→ **WHAT YOU ARE ASKED TO DO**
Identify every line in the records below that contains the word "Left", and copy each of those lines.

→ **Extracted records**
---*---

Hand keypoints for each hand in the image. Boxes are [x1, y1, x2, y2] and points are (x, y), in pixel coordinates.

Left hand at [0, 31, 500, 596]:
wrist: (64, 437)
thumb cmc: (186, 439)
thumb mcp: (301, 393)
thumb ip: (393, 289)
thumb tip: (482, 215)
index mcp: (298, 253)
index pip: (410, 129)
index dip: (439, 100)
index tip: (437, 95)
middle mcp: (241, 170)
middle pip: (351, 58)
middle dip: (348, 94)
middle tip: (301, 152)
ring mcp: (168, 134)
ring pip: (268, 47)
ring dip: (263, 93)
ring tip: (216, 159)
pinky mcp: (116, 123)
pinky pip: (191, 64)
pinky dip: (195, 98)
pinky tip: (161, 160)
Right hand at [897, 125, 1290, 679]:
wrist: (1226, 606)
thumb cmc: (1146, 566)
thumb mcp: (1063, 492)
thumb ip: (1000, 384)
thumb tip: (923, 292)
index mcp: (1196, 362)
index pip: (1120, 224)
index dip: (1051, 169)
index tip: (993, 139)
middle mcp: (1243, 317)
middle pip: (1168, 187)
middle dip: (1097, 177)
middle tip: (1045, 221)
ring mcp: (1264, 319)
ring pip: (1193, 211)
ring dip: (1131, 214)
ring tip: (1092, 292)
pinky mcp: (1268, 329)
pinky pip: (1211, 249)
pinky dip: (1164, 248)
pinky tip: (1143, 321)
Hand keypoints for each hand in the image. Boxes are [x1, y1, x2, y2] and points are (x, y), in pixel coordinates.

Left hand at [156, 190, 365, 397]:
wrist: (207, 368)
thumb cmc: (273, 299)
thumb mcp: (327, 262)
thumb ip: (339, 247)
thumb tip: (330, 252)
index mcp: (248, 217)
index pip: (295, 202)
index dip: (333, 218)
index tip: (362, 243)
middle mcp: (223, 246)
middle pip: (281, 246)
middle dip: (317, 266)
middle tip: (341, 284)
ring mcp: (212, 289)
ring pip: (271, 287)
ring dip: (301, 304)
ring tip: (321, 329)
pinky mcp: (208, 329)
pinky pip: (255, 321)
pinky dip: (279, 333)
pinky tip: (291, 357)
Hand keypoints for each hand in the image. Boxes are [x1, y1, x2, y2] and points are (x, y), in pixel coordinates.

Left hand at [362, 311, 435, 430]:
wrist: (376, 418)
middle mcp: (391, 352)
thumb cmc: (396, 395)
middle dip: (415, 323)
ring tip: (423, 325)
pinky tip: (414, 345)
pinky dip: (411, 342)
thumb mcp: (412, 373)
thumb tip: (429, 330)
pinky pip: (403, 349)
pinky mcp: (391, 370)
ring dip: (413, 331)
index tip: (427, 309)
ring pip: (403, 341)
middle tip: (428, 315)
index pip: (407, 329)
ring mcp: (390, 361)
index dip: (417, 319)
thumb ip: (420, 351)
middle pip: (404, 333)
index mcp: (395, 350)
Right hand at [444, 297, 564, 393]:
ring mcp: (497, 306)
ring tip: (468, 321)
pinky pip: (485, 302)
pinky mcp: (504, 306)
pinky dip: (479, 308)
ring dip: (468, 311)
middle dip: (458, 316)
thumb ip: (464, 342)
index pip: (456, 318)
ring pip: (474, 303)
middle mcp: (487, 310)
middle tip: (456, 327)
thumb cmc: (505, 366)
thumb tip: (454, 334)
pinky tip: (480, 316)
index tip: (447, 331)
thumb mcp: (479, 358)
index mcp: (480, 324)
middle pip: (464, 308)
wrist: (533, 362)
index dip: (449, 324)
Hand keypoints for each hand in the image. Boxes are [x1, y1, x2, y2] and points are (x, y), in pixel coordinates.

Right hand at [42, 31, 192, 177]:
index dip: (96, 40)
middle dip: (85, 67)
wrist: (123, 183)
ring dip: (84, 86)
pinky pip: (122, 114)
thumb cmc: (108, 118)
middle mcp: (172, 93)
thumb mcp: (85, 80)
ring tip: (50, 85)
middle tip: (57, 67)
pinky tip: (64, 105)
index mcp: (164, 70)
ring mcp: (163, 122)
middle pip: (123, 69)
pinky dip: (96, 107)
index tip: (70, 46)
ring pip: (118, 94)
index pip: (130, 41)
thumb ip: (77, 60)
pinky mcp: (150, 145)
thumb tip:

---*---

→ **ANSWER TO THE PROBLEM**
Left hand at [0, 31, 500, 596]:
Left hand at [156, 190, 365, 397]:
Left hand at [362, 311, 435, 430]:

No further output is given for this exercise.